Start of Task input

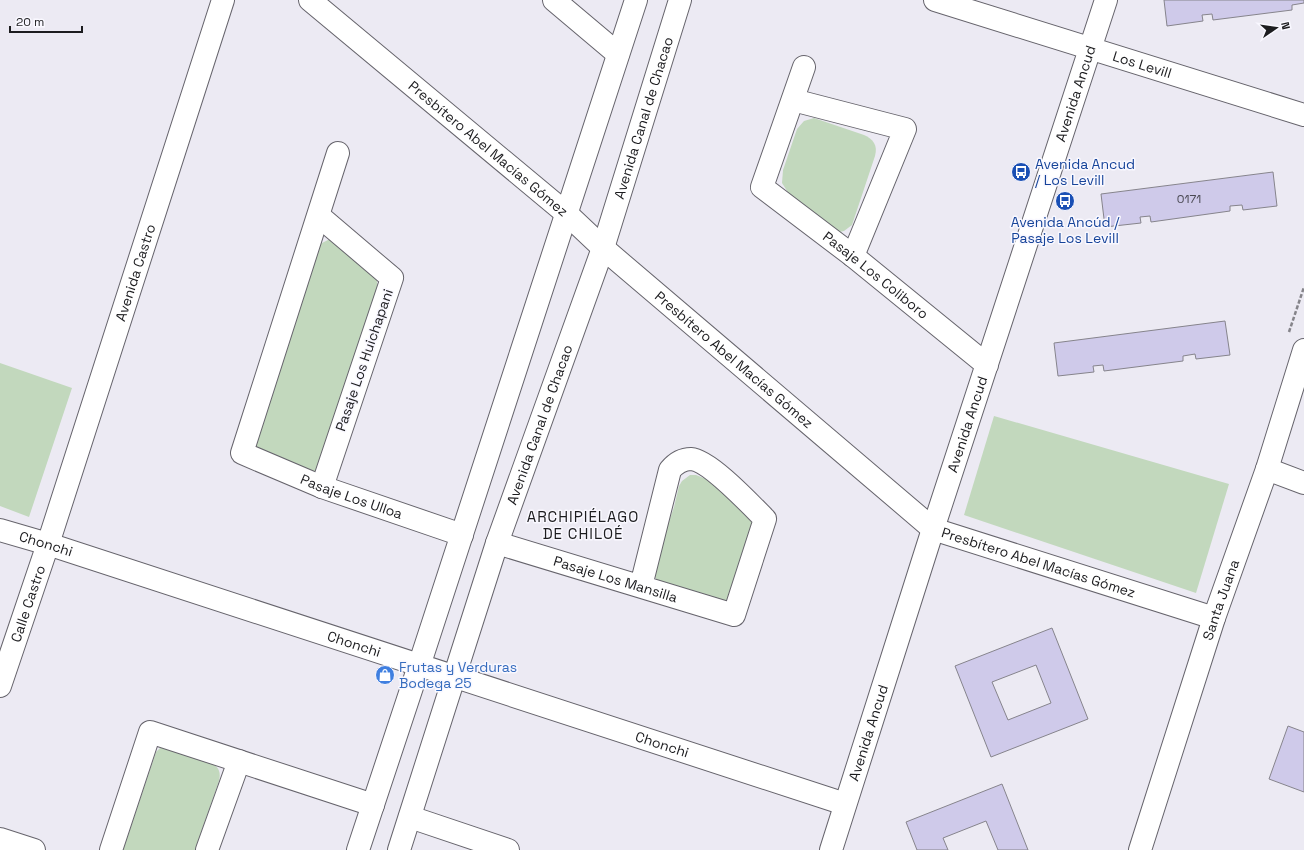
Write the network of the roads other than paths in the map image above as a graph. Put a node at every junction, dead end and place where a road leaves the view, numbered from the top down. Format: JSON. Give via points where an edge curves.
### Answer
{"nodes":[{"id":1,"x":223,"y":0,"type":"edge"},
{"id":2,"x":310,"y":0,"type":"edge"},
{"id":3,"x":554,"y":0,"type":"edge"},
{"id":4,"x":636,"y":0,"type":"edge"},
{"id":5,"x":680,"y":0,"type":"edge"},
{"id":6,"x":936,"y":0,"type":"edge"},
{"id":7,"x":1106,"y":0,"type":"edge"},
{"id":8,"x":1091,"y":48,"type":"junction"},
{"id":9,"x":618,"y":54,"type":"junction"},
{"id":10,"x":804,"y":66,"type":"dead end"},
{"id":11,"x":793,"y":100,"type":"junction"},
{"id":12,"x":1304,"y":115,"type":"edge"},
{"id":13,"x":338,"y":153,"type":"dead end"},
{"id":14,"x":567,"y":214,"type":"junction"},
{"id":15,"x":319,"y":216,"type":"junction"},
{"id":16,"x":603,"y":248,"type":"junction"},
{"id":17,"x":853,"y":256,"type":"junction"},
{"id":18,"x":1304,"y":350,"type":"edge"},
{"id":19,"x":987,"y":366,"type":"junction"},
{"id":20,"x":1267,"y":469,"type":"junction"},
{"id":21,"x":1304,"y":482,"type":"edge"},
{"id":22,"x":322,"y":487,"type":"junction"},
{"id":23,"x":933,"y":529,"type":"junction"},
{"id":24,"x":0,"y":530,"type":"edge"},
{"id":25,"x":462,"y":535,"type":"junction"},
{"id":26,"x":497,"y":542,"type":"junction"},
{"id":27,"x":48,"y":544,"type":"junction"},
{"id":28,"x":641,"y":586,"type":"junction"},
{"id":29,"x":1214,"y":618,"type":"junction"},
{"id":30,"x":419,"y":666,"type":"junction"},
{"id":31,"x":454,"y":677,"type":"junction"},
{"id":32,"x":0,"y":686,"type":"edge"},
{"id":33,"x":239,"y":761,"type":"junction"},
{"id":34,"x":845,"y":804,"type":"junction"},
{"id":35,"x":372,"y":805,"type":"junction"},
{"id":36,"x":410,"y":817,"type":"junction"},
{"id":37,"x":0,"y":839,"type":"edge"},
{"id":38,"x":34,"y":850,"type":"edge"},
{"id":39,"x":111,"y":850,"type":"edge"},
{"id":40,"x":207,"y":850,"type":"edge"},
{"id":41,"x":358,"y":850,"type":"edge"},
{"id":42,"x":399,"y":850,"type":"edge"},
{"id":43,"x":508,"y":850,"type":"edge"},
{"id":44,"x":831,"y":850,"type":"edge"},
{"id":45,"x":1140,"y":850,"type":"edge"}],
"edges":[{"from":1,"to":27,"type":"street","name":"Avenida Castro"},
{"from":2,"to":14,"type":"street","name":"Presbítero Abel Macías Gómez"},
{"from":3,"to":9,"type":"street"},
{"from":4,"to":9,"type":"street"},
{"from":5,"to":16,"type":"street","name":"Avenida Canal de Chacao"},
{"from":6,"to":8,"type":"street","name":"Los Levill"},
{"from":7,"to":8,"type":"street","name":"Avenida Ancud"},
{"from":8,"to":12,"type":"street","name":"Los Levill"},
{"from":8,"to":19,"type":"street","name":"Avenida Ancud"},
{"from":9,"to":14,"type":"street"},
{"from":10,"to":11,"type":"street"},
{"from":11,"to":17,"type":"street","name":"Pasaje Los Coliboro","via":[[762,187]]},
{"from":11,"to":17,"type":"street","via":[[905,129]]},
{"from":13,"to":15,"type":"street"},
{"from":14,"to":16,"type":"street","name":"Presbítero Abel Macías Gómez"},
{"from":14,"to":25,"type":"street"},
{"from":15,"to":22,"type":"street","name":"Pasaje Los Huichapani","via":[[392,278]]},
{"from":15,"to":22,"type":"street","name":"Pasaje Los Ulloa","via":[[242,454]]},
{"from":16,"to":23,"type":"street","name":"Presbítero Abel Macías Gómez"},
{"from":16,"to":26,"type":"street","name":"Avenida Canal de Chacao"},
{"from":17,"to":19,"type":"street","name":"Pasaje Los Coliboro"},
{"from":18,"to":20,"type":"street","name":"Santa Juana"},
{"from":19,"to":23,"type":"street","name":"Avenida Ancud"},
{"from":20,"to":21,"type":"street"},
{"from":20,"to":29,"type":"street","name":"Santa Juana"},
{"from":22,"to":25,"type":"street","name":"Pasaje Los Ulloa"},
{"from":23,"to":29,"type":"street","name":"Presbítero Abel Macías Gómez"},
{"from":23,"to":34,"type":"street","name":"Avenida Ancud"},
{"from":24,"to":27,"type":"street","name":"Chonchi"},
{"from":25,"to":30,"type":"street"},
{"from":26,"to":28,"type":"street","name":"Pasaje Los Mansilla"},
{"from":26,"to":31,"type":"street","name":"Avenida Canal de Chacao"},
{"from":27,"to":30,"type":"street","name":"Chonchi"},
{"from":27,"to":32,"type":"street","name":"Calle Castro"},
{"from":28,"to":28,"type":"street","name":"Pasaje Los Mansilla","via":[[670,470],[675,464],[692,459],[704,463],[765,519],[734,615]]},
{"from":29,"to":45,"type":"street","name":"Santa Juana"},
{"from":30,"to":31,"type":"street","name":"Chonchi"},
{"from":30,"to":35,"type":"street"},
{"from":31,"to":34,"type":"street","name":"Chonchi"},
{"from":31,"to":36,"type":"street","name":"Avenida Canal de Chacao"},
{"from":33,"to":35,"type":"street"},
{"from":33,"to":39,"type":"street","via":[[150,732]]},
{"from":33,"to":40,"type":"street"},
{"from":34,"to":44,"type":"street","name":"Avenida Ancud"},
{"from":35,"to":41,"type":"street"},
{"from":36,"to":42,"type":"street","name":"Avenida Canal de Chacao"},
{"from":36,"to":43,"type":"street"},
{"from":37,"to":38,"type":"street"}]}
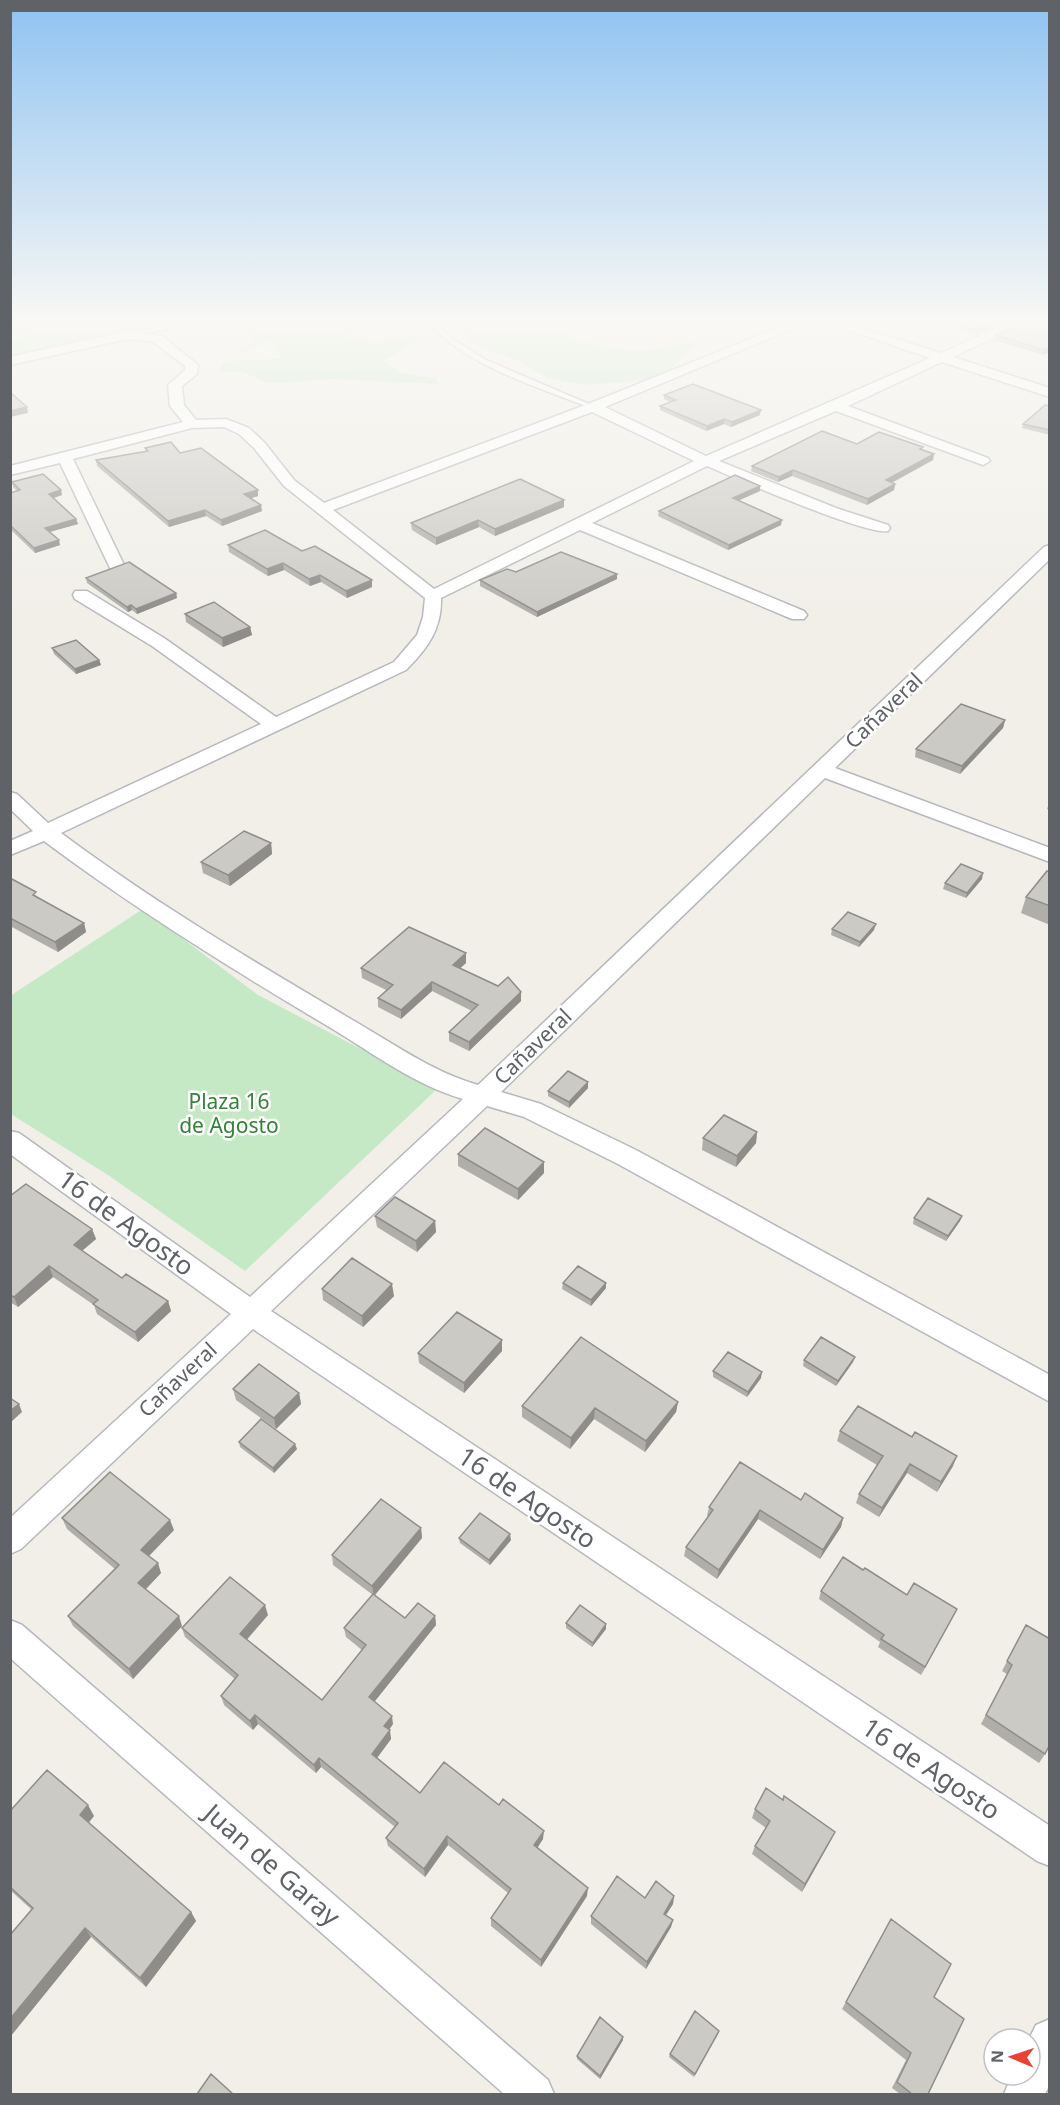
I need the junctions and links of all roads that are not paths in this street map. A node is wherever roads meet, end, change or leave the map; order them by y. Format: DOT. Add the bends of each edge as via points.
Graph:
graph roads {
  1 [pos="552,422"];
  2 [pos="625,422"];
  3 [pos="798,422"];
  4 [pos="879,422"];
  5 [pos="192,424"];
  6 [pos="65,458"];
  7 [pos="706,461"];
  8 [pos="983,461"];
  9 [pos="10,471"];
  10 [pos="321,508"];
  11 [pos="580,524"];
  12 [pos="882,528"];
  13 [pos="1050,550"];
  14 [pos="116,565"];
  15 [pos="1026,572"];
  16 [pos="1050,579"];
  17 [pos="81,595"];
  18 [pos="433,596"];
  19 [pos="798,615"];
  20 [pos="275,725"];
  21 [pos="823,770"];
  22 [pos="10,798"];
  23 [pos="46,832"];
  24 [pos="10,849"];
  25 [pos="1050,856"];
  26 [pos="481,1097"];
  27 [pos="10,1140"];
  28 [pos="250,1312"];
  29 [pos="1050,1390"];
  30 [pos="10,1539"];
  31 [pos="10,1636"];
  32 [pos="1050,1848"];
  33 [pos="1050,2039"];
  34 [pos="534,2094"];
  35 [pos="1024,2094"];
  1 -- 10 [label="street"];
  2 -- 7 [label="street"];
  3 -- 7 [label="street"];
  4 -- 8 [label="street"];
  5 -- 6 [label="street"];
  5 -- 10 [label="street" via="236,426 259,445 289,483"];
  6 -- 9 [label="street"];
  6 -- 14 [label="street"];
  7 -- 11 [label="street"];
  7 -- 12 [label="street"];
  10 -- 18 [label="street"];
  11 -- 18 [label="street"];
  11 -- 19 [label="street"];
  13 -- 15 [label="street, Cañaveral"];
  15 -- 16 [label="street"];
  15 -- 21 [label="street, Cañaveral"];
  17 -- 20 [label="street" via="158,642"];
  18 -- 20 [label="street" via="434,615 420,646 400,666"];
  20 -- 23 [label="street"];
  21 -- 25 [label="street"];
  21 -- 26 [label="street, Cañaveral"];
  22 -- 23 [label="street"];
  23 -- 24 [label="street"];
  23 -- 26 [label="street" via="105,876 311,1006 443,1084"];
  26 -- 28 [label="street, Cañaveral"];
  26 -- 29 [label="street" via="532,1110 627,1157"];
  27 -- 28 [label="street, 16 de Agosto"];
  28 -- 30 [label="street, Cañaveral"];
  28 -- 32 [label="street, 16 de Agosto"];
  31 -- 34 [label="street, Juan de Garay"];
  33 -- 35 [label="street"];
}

End of Task input

▶ Exercise aim: Lines holding "Cañaveral" in the data above: copy each of them.

▶ Solved exercise:
  13 -- 15 [label="street, Cañaveral"];
  15 -- 21 [label="street, Cañaveral"];
  21 -- 26 [label="street, Cañaveral"];
  26 -- 28 [label="street, Cañaveral"];
  28 -- 30 [label="street, Cañaveral"];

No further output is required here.